[[ EXTRACTED DATA open ]]

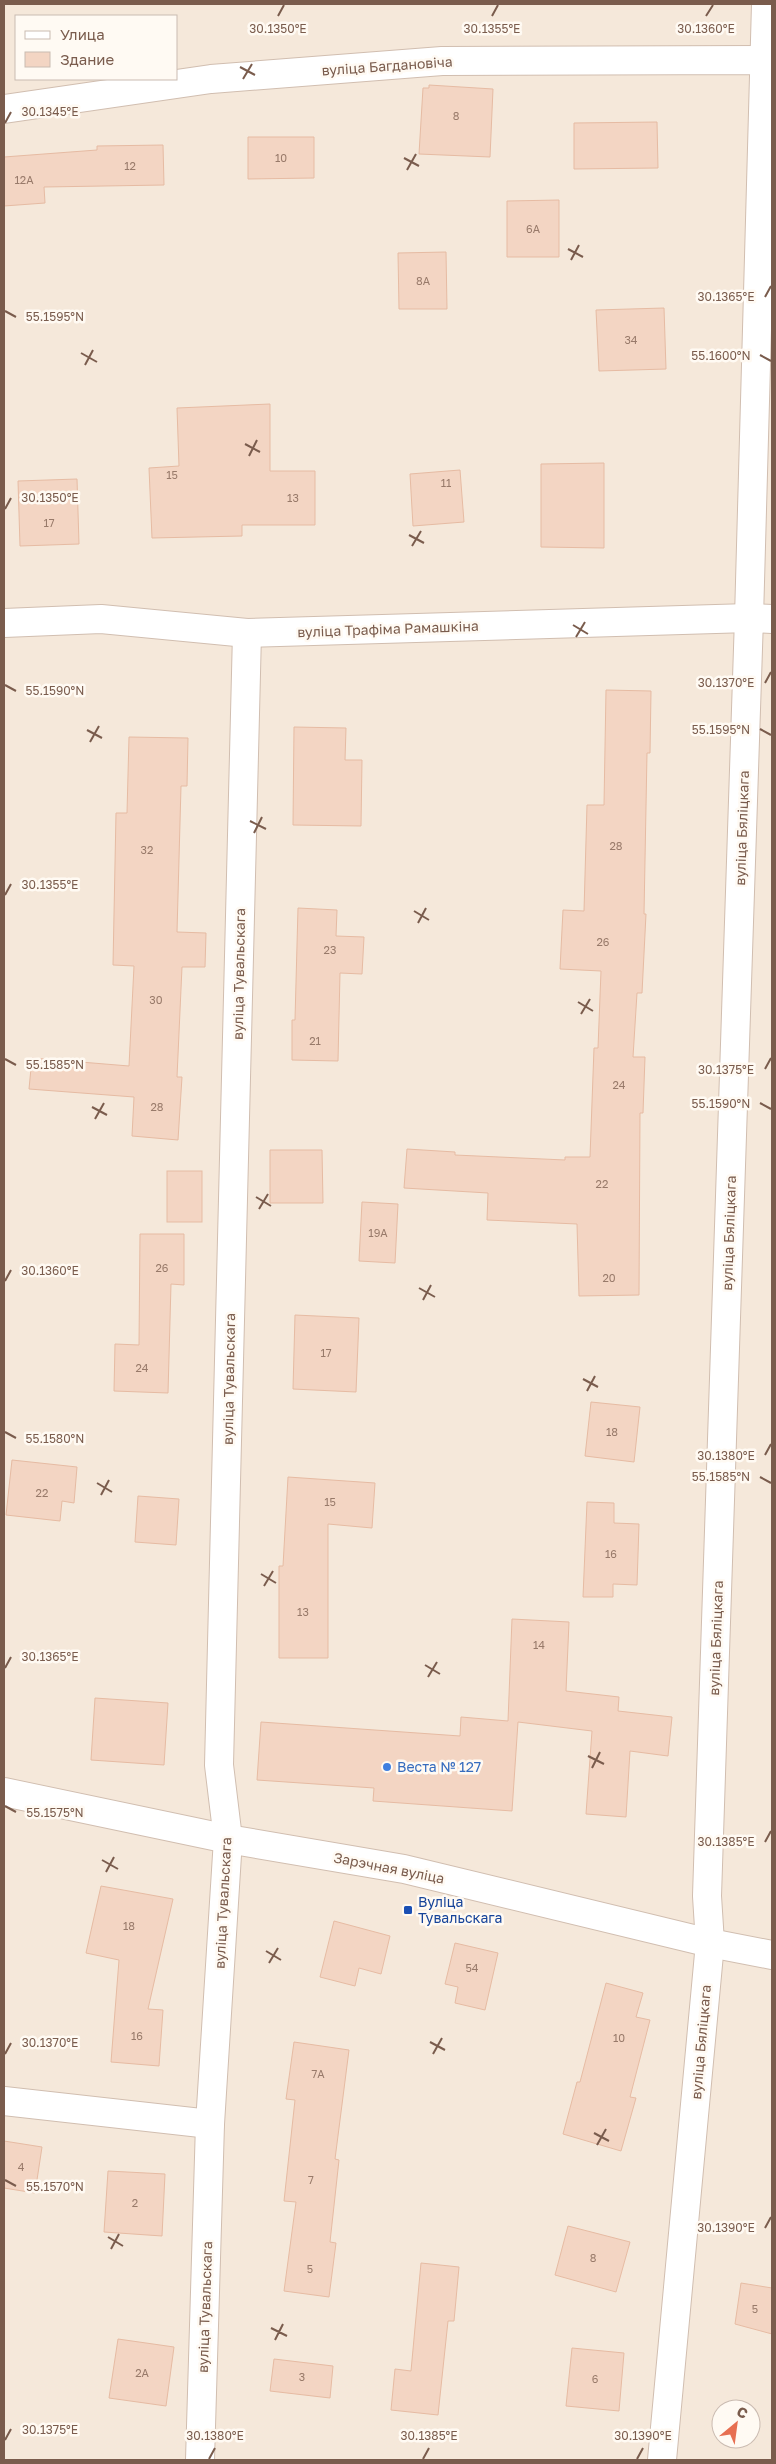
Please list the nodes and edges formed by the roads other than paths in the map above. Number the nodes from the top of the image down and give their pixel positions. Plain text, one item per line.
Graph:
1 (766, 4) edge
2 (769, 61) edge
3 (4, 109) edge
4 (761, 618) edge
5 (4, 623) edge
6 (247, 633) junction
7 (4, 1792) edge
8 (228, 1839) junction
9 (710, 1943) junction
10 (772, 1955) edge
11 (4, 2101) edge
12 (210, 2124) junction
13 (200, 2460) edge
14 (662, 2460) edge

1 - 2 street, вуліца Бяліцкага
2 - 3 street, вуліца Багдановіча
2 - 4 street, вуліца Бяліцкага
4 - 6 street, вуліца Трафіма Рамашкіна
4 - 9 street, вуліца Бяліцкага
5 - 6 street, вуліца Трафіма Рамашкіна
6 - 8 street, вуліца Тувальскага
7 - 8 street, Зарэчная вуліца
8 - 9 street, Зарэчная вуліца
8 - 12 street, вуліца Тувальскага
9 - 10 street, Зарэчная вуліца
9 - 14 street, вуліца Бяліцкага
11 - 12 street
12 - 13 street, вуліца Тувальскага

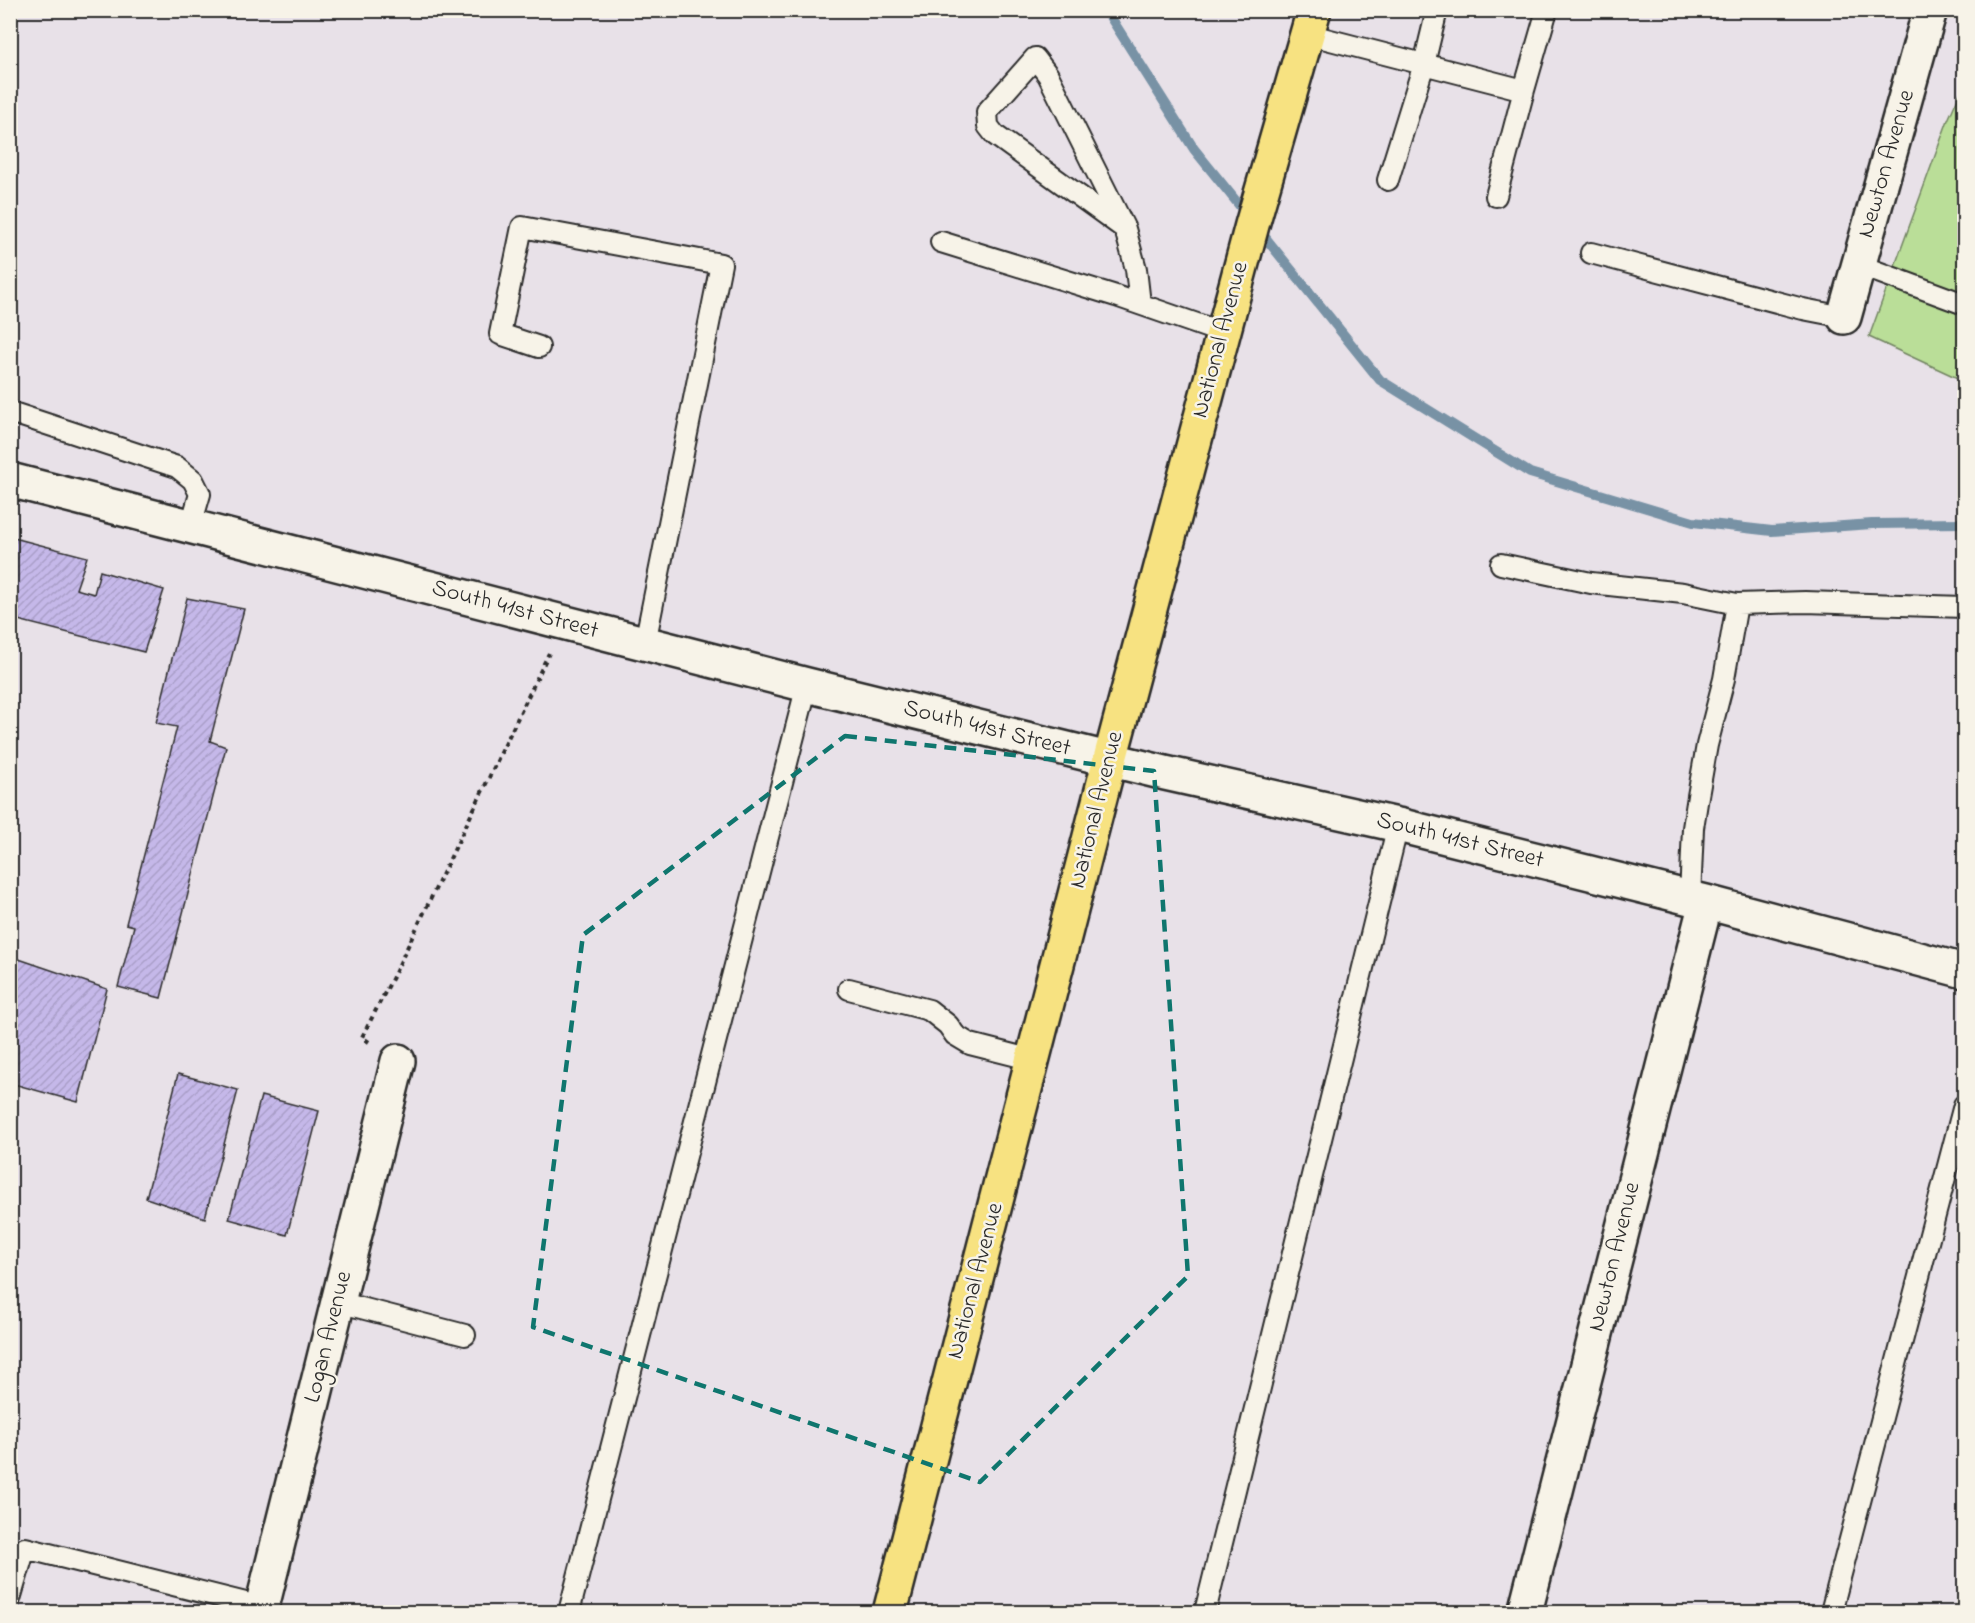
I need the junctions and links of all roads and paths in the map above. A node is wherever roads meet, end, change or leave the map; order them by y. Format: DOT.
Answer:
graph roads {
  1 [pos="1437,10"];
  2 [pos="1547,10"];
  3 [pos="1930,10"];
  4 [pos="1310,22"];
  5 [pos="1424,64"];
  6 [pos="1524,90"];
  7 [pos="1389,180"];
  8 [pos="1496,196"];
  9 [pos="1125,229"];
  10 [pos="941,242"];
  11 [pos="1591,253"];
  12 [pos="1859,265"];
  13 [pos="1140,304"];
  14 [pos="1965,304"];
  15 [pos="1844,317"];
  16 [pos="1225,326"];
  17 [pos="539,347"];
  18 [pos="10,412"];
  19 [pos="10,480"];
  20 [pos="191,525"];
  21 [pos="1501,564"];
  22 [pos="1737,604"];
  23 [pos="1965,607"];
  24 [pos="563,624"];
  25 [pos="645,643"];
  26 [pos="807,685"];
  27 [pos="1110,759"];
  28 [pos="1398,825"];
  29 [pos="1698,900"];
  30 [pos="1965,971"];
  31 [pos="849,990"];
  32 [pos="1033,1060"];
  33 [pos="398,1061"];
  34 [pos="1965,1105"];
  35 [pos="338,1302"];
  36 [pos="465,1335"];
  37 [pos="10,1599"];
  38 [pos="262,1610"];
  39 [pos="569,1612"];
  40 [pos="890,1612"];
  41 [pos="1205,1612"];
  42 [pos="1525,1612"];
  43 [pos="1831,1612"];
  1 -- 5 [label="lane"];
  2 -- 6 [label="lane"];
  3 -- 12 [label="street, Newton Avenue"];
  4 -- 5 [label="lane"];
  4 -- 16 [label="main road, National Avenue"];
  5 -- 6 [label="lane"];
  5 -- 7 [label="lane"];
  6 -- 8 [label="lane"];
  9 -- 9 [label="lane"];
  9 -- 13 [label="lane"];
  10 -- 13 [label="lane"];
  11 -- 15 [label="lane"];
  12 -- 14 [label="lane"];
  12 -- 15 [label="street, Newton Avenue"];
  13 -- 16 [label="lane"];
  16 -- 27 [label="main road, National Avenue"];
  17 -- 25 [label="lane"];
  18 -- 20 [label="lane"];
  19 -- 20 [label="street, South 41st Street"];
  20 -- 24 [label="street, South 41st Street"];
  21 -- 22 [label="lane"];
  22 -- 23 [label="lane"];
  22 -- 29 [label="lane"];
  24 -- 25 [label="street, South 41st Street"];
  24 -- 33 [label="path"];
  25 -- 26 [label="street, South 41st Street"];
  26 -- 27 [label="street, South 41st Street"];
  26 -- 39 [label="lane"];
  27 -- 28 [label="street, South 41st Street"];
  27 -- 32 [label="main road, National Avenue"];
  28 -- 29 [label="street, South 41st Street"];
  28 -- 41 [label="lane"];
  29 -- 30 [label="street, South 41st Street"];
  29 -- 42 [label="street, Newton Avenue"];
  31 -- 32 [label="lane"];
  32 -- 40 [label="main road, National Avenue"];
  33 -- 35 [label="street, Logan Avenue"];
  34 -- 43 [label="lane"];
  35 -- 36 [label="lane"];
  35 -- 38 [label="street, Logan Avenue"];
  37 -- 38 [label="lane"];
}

[[ EXTRACTED DATA closed ]]

All entries should be reproduced exactly; no picture belongs in the result.

Please list the nodes and edges formed by the roads other than paths in the map above. Number the nodes from the top of the image down and give their pixel positions. Plain text, one item per line.
Graph:
1 (766, 4) edge
2 (769, 61) edge
3 (4, 109) edge
4 (761, 618) edge
5 (4, 623) edge
6 (247, 633) junction
7 (4, 1792) edge
8 (228, 1839) junction
9 (710, 1943) junction
10 (772, 1955) edge
11 (4, 2101) edge
12 (210, 2124) junction
13 (200, 2460) edge
14 (662, 2460) edge

1 - 2 street, вуліца Бяліцкага
2 - 3 street, вуліца Багдановіча
2 - 4 street, вуліца Бяліцкага
4 - 6 street, вуліца Трафіма Рамашкіна
4 - 9 street, вуліца Бяліцкага
5 - 6 street, вуліца Трафіма Рамашкіна
6 - 8 street, вуліца Тувальскага
7 - 8 street, Зарэчная вуліца
8 - 9 street, Зарэчная вуліца
8 - 12 street, вуліца Тувальскага
9 - 10 street, Зарэчная вуліца
9 - 14 street, вуліца Бяліцкага
11 - 12 street
12 - 13 street, вуліца Тувальскага

I need the junctions and links of all roads and paths in the map above. A node is wherever roads meet, end, change or leave the map; order them by y. Format: DOT.
Answer:
graph roads {
  1 [pos="1437,10"];
  2 [pos="1547,10"];
  3 [pos="1930,10"];
  4 [pos="1310,22"];
  5 [pos="1424,64"];
  6 [pos="1524,90"];
  7 [pos="1389,180"];
  8 [pos="1496,196"];
  9 [pos="1125,229"];
  10 [pos="941,242"];
  11 [pos="1591,253"];
  12 [pos="1859,265"];
  13 [pos="1140,304"];
  14 [pos="1965,304"];
  15 [pos="1844,317"];
  16 [pos="1225,326"];
  17 [pos="539,347"];
  18 [pos="10,412"];
  19 [pos="10,480"];
  20 [pos="191,525"];
  21 [pos="1501,564"];
  22 [pos="1737,604"];
  23 [pos="1965,607"];
  24 [pos="563,624"];
  25 [pos="645,643"];
  26 [pos="807,685"];
  27 [pos="1110,759"];
  28 [pos="1398,825"];
  29 [pos="1698,900"];
  30 [pos="1965,971"];
  31 [pos="849,990"];
  32 [pos="1033,1060"];
  33 [pos="398,1061"];
  34 [pos="1965,1105"];
  35 [pos="338,1302"];
  36 [pos="465,1335"];
  37 [pos="10,1599"];
  38 [pos="262,1610"];
  39 [pos="569,1612"];
  40 [pos="890,1612"];
  41 [pos="1205,1612"];
  42 [pos="1525,1612"];
  43 [pos="1831,1612"];
  1 -- 5 [label="lane"];
  2 -- 6 [label="lane"];
  3 -- 12 [label="street, Newton Avenue"];
  4 -- 5 [label="lane"];
  4 -- 16 [label="main road, National Avenue"];
  5 -- 6 [label="lane"];
  5 -- 7 [label="lane"];
  6 -- 8 [label="lane"];
  9 -- 9 [label="lane"];
  9 -- 13 [label="lane"];
  10 -- 13 [label="lane"];
  11 -- 15 [label="lane"];
  12 -- 14 [label="lane"];
  12 -- 15 [label="street, Newton Avenue"];
  13 -- 16 [label="lane"];
  16 -- 27 [label="main road, National Avenue"];
  17 -- 25 [label="lane"];
  18 -- 20 [label="lane"];
  19 -- 20 [label="street, South 41st Street"];
  20 -- 24 [label="street, South 41st Street"];
  21 -- 22 [label="lane"];
  22 -- 23 [label="lane"];
  22 -- 29 [label="lane"];
  24 -- 25 [label="street, South 41st Street"];
  24 -- 33 [label="path"];
  25 -- 26 [label="street, South 41st Street"];
  26 -- 27 [label="street, South 41st Street"];
  26 -- 39 [label="lane"];
  27 -- 28 [label="street, South 41st Street"];
  27 -- 32 [label="main road, National Avenue"];
  28 -- 29 [label="street, South 41st Street"];
  28 -- 41 [label="lane"];
  29 -- 30 [label="street, South 41st Street"];
  29 -- 42 [label="street, Newton Avenue"];
  31 -- 32 [label="lane"];
  32 -- 40 [label="main road, National Avenue"];
  33 -- 35 [label="street, Logan Avenue"];
  34 -- 43 [label="lane"];
  35 -- 36 [label="lane"];
  35 -- 38 [label="street, Logan Avenue"];
  37 -- 38 [label="lane"];
}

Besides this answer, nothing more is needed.